*Your task*: Show, from the entries below, every line in which "Write" appears.

Saved entries
=== Section Start ===

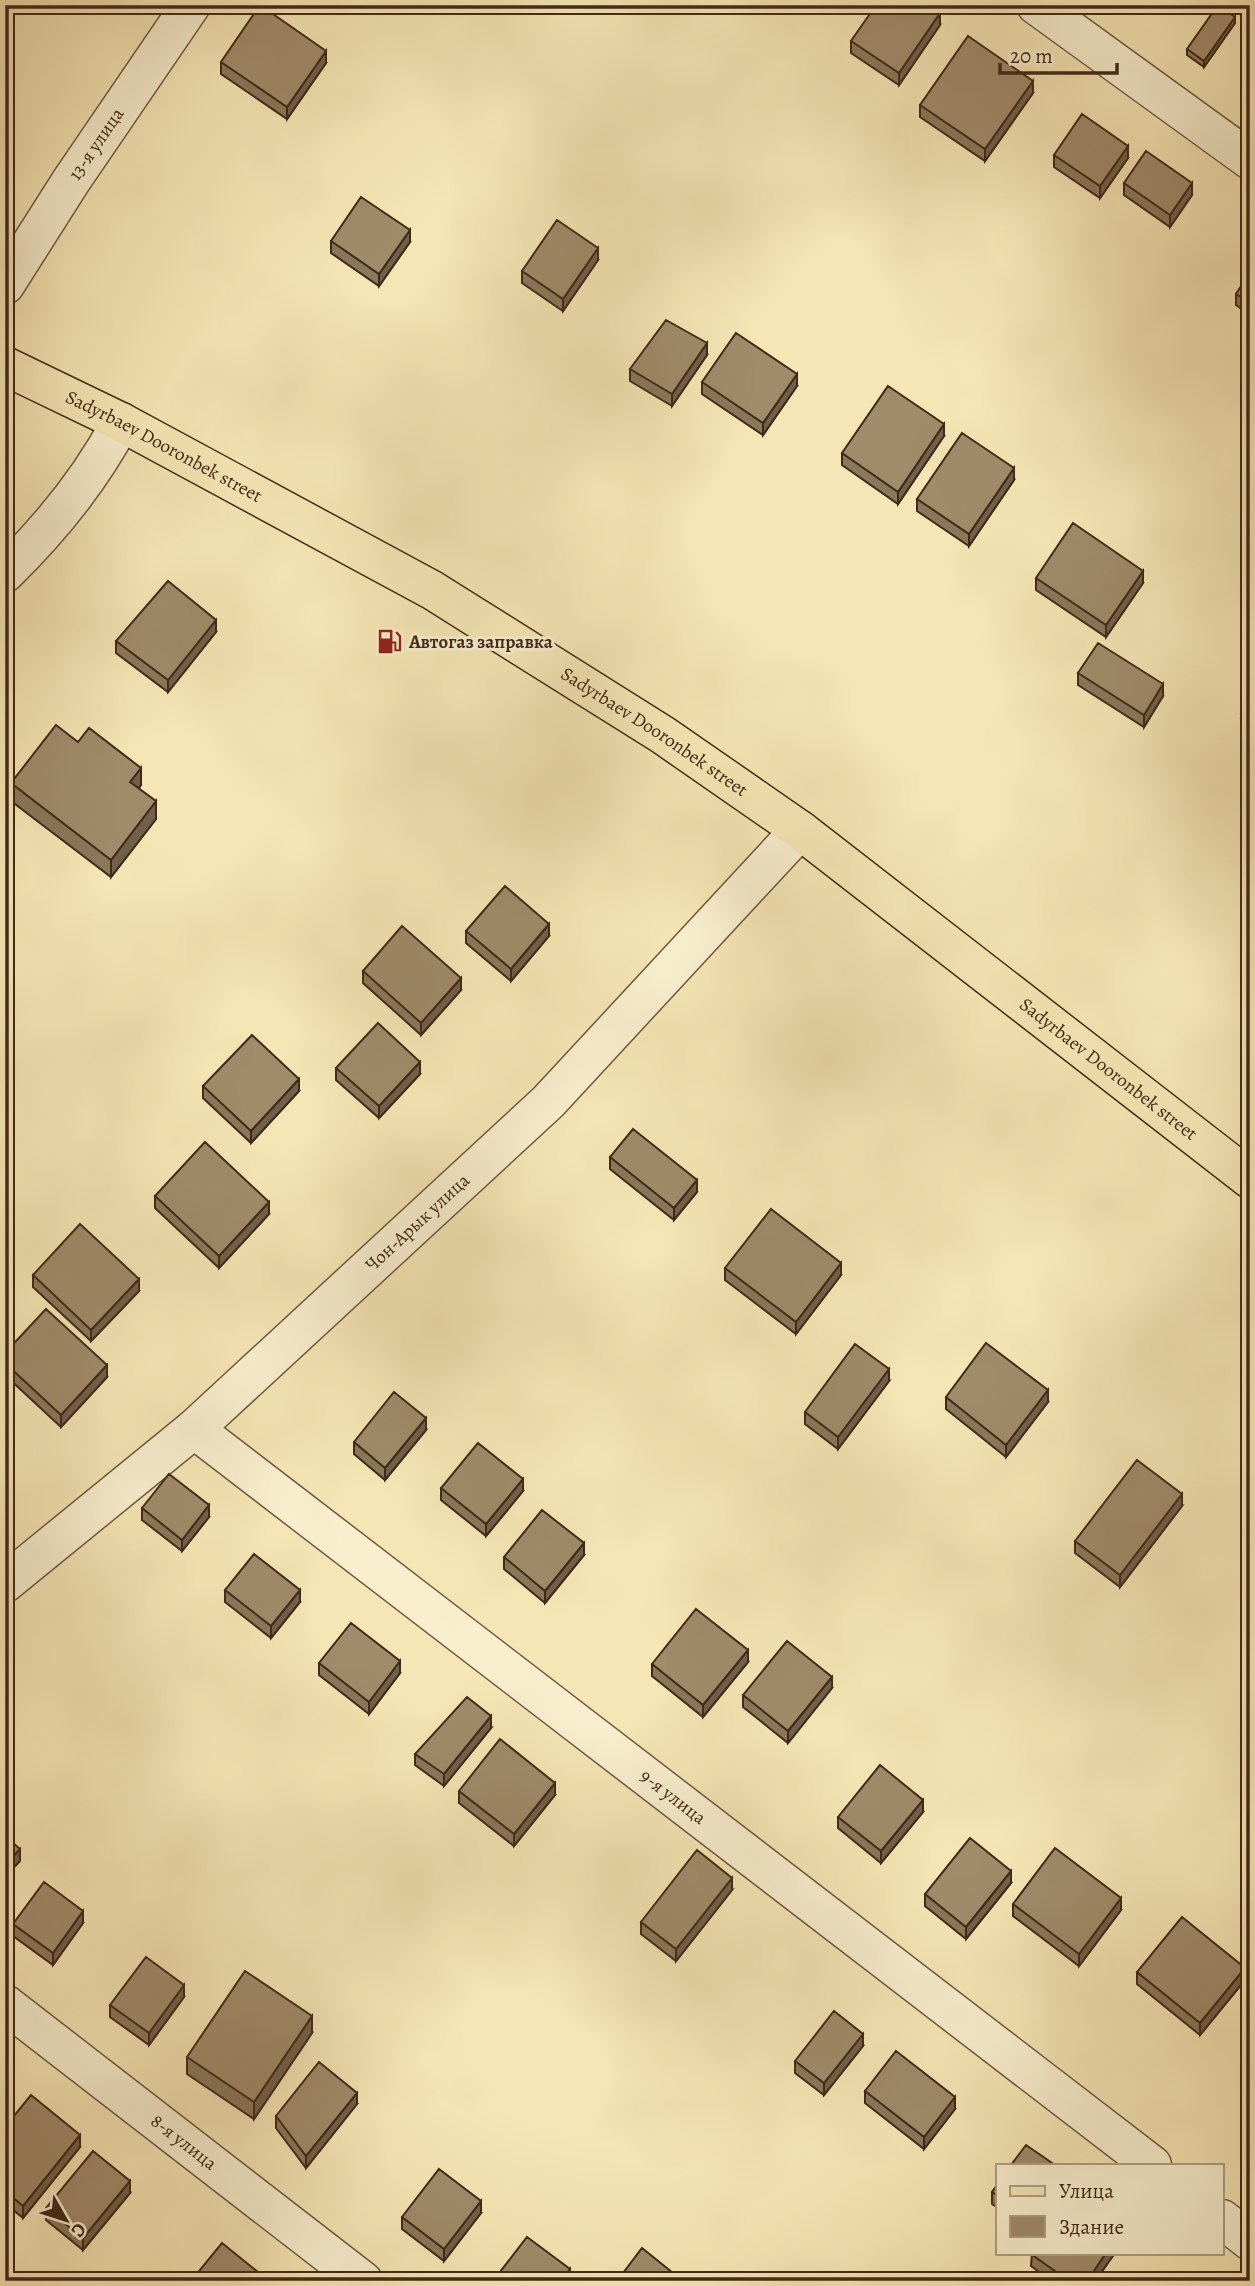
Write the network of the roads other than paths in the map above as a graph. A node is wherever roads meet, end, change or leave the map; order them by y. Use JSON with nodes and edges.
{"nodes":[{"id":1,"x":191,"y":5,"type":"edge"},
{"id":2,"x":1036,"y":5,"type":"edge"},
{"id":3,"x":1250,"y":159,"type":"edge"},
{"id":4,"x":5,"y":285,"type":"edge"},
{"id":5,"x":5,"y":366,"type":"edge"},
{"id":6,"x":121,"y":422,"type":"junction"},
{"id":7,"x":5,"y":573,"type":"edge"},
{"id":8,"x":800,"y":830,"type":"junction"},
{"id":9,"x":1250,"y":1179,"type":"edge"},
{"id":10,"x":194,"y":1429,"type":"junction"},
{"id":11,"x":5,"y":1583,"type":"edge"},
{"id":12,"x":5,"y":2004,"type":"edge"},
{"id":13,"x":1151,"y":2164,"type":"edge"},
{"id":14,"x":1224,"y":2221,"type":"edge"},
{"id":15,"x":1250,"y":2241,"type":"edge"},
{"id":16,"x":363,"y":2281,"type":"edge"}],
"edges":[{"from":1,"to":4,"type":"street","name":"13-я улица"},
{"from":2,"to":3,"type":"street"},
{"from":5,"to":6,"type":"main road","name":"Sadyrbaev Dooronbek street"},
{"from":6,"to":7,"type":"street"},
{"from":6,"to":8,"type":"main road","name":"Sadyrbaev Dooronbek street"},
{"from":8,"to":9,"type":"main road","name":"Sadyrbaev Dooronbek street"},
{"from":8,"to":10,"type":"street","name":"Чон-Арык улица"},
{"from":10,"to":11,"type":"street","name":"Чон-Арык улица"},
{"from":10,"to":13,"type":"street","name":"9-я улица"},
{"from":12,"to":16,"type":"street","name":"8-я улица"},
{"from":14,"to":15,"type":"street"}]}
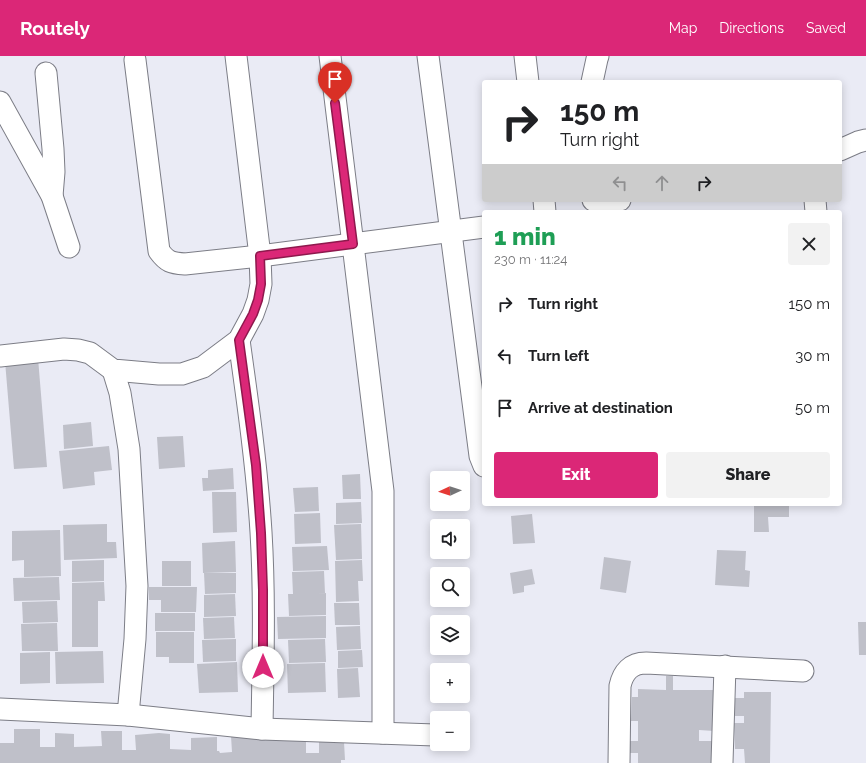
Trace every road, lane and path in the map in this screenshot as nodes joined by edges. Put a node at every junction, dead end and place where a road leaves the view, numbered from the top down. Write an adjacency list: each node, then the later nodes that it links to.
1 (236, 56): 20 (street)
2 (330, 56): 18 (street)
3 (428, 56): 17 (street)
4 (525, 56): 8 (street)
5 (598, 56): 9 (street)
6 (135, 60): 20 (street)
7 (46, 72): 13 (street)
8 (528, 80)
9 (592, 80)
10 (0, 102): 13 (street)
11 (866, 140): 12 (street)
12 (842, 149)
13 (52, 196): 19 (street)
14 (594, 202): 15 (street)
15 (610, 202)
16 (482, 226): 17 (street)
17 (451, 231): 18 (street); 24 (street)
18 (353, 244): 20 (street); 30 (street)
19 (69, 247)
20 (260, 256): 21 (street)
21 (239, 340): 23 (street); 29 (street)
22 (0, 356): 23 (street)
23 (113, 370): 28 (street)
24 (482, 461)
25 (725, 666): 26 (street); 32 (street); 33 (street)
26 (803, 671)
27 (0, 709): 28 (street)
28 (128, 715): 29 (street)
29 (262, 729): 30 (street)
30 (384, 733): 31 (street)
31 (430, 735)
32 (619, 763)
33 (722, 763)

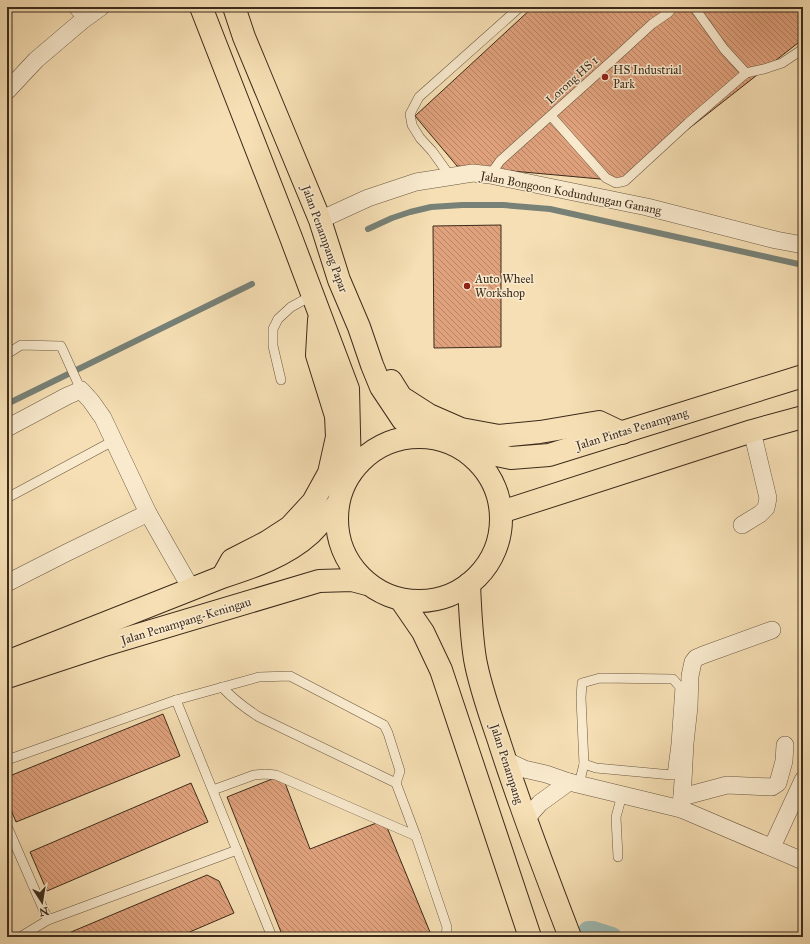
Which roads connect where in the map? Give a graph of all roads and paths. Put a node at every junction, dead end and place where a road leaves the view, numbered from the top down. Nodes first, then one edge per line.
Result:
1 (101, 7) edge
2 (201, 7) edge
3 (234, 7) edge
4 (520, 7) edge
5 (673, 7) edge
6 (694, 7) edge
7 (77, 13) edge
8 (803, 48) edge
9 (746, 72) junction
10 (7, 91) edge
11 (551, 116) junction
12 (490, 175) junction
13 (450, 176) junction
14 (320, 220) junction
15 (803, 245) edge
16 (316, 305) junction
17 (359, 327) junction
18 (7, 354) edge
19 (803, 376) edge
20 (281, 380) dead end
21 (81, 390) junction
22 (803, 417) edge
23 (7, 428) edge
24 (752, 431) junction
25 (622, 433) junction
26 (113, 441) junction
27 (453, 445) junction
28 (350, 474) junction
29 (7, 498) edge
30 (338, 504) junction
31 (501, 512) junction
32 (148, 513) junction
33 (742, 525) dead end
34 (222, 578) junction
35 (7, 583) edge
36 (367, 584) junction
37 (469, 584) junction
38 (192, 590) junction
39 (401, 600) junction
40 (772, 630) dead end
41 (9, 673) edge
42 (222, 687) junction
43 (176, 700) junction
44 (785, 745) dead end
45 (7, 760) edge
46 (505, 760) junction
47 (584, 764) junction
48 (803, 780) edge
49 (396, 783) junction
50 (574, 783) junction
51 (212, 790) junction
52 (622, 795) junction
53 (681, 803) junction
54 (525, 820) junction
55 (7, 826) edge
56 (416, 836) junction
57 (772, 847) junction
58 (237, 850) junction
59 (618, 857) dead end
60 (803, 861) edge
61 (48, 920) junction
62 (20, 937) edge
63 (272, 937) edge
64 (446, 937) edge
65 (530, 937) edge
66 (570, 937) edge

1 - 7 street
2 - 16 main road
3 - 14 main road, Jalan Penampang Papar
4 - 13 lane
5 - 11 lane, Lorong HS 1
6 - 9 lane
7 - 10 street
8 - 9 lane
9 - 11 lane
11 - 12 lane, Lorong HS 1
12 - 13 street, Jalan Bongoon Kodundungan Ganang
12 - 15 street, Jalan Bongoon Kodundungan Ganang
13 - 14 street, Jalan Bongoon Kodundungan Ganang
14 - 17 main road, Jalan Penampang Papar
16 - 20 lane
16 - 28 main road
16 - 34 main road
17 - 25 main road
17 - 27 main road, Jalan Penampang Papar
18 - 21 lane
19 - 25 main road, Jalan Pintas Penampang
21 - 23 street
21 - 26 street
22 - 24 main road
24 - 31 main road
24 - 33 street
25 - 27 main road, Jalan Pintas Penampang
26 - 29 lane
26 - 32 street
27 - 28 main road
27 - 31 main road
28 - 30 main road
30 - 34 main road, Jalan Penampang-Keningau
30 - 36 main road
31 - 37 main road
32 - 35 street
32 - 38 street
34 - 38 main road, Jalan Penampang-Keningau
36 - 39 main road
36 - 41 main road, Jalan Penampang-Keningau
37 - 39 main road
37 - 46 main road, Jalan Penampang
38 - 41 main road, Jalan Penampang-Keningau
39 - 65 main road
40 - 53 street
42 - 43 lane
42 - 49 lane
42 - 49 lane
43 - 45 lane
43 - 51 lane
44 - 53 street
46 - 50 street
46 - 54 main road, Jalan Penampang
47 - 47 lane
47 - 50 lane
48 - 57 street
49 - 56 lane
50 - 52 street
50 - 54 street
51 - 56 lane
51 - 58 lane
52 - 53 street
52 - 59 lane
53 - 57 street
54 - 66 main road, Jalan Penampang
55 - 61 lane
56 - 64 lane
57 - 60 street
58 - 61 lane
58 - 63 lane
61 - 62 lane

=== Section End ===

*Response area*:
Write the network of the roads other than paths in the map above as a graph. A node is wherever roads meet, end, change or leave the map; order them by y. Use JSON with nodes and edges.
Trace every road, lane and path in the map in this screenshot as nodes joined by edges. Put a node at every junction, dead end and place where a road leaves the view, numbered from the top down. Write an adjacency list: each node, then the later nodes that it links to.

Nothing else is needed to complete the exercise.